PROBLEM TO SOLVE: Produce an exact copy of the lines below, starting at the first and ending with the line containing "async function image(src, x, y, w, h)".

RECORDS PROVIDED:
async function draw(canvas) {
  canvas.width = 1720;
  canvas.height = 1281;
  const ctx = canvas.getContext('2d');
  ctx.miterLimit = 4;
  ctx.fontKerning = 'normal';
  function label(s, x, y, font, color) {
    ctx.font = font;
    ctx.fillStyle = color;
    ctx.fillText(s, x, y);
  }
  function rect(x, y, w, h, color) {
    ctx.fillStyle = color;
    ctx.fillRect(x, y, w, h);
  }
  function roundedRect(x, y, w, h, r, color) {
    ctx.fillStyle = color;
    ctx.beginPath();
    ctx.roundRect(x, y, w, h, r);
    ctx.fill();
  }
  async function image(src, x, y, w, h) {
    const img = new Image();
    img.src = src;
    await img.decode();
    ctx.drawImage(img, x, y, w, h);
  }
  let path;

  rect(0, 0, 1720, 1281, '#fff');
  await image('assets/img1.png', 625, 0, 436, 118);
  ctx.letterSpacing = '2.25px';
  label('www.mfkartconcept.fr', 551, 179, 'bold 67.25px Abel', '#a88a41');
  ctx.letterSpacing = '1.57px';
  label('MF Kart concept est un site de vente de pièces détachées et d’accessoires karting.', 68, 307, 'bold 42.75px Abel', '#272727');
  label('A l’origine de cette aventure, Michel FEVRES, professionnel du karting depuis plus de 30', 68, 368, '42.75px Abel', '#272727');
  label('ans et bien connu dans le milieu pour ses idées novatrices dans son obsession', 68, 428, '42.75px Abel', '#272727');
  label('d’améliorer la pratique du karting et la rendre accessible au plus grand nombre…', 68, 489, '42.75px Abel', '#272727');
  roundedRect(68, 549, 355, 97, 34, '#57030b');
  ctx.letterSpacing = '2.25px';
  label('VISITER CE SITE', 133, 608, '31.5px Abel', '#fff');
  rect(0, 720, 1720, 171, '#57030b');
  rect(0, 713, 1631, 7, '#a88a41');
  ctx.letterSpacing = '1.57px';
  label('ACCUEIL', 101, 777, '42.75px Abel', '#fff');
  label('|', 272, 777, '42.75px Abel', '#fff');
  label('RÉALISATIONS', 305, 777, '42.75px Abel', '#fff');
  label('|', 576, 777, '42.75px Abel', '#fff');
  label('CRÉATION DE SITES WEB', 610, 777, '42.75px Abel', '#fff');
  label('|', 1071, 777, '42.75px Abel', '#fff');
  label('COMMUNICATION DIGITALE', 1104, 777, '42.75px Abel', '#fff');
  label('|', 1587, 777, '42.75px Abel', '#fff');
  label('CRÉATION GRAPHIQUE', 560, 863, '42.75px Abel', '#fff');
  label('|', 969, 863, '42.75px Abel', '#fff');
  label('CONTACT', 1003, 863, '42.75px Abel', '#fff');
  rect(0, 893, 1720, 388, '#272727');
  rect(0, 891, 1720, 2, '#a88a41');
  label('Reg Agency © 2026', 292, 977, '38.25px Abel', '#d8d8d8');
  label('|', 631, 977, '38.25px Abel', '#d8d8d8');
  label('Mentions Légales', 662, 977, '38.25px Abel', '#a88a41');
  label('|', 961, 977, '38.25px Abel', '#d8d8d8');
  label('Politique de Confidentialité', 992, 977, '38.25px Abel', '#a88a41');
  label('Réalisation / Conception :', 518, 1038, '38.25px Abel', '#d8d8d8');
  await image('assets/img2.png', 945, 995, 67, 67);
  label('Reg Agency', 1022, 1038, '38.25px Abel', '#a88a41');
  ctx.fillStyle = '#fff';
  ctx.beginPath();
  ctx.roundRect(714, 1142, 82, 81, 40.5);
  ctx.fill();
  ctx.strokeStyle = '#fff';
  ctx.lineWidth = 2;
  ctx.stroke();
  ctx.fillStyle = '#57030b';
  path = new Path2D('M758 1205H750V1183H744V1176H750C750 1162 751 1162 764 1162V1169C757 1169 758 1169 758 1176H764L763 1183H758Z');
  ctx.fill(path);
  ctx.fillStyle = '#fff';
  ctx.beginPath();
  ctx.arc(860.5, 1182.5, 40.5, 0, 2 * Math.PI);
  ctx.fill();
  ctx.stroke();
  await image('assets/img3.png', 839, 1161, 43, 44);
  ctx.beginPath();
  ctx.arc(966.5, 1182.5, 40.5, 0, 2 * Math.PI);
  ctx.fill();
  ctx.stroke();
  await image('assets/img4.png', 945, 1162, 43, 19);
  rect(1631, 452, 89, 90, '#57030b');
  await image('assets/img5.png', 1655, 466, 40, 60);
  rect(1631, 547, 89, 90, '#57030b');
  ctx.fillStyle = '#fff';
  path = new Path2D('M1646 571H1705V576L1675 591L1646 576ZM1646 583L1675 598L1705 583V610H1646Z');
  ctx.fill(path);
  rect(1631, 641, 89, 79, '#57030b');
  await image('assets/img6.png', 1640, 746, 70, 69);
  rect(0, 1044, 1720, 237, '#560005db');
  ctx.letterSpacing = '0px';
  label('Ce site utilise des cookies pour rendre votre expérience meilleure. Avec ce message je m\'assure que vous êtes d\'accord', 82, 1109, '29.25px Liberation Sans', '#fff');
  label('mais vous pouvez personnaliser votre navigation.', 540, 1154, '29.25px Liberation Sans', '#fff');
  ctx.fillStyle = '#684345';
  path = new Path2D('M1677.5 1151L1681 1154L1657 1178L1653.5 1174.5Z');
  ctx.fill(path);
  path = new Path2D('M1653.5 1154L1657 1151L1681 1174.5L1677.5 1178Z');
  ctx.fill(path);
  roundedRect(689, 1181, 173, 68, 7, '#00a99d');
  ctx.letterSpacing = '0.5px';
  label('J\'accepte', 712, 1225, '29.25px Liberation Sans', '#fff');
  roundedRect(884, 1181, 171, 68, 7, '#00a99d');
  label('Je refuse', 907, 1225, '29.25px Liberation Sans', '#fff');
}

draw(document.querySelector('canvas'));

EXPECTED OUTPUT:
async function draw(canvas) {
  canvas.width = 1720;
  canvas.height = 1281;
  const ctx = canvas.getContext('2d');
  ctx.miterLimit = 4;
  ctx.fontKerning = 'normal';
  function label(s, x, y, font, color) {
    ctx.font = font;
    ctx.fillStyle = color;
    ctx.fillText(s, x, y);
  }
  function rect(x, y, w, h, color) {
    ctx.fillStyle = color;
    ctx.fillRect(x, y, w, h);
  }
  function roundedRect(x, y, w, h, r, color) {
    ctx.fillStyle = color;
    ctx.beginPath();
    ctx.roundRect(x, y, w, h, r);
    ctx.fill();
  }
  async function image(src, x, y, w, h) {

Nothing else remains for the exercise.